### Directions
Look at each line of the records and count those with "Left" in them. Please answer with the count alone.

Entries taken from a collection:
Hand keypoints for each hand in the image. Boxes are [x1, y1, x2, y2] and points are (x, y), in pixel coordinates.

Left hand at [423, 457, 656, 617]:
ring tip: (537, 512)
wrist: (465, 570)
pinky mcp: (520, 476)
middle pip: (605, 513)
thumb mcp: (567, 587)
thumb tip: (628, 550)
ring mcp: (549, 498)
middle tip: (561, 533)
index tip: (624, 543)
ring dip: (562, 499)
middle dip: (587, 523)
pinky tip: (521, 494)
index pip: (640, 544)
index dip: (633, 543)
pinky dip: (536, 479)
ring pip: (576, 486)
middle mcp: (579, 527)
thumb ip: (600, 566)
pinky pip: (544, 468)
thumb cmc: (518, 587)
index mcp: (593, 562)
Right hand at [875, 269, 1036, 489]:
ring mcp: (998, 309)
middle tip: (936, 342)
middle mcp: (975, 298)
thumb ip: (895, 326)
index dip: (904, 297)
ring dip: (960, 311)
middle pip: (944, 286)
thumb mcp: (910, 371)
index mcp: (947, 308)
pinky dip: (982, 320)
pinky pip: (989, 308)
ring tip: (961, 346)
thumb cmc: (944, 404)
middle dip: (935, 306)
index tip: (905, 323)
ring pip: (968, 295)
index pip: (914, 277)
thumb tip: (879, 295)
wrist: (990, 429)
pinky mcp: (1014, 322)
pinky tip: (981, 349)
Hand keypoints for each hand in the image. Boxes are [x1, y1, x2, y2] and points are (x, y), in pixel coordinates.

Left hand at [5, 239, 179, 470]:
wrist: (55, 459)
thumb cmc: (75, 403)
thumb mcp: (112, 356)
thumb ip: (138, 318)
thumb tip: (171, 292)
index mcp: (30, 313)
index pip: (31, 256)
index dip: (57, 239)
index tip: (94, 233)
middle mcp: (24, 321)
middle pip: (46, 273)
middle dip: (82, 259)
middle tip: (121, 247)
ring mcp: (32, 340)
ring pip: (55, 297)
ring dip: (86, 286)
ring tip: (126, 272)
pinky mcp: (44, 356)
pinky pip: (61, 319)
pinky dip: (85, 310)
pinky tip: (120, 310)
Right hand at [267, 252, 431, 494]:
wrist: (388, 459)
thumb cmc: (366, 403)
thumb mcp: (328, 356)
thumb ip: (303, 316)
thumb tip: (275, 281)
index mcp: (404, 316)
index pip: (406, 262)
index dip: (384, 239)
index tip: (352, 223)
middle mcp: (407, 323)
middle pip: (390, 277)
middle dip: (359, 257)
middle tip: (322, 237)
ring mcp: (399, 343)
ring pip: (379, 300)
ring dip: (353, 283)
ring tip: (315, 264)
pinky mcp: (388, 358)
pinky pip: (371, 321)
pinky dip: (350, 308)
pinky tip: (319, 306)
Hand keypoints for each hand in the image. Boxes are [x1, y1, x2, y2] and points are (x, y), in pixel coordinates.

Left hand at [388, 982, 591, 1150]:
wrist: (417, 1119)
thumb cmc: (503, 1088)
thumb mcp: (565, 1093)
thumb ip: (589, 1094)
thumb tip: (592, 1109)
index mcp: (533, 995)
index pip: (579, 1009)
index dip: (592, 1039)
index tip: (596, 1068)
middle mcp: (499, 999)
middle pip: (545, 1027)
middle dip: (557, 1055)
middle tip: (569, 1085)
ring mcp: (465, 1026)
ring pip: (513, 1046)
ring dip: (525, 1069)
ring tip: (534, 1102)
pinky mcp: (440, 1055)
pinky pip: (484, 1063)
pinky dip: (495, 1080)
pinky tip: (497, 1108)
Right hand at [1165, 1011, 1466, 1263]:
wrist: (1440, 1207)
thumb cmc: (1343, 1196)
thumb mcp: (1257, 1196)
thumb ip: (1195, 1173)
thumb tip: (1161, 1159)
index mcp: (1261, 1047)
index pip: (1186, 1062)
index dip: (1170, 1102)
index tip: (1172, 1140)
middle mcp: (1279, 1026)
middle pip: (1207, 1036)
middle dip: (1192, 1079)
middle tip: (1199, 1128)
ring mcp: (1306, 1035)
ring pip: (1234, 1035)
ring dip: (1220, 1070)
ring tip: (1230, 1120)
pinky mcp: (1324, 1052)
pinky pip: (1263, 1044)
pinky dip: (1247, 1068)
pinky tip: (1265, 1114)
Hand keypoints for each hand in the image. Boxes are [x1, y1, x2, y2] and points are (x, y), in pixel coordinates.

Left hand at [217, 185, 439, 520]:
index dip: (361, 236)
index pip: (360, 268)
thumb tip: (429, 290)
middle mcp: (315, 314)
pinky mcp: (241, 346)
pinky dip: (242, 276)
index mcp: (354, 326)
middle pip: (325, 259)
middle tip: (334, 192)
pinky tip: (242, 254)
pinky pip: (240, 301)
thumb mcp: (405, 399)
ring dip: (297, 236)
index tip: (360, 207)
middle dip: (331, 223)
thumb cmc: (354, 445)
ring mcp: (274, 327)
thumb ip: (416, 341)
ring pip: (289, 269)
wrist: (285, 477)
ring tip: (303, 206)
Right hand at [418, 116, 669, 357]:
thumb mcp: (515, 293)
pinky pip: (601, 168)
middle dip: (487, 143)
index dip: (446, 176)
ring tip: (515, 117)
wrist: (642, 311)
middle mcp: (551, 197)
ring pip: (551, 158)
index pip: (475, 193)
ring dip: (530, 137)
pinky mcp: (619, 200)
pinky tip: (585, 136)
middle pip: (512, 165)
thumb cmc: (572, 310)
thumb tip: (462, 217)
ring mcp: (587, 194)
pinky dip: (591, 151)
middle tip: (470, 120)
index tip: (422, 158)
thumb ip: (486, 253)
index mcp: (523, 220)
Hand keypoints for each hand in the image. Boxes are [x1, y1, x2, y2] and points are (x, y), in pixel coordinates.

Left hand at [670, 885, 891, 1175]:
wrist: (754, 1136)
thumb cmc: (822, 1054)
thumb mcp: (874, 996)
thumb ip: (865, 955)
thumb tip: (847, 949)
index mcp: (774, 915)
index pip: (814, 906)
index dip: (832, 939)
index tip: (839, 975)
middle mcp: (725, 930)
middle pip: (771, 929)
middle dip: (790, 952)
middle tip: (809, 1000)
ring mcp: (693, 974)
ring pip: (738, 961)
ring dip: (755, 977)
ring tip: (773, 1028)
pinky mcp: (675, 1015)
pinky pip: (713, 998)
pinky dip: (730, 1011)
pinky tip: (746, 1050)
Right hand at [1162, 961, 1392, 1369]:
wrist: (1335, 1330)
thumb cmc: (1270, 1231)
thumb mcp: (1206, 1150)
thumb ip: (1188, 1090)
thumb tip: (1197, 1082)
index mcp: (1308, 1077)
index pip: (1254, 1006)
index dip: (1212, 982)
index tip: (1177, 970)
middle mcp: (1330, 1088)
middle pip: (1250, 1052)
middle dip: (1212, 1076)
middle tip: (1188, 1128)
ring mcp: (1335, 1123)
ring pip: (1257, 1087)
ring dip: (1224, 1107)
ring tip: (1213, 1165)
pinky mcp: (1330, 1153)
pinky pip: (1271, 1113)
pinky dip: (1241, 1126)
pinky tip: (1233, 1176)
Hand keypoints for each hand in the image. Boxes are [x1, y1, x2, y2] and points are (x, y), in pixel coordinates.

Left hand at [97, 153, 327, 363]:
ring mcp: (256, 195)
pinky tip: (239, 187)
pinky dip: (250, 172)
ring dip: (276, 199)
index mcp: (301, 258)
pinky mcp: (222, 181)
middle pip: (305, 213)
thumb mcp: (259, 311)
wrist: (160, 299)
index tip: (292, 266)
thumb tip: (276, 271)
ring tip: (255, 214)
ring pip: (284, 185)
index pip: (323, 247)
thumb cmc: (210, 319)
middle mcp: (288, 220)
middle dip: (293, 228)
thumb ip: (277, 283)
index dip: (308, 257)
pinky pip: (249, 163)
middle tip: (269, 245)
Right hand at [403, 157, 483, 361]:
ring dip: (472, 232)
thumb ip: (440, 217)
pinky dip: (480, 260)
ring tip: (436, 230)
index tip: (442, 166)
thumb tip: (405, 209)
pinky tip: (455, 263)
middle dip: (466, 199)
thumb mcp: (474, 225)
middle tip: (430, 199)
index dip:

### Exercise response
6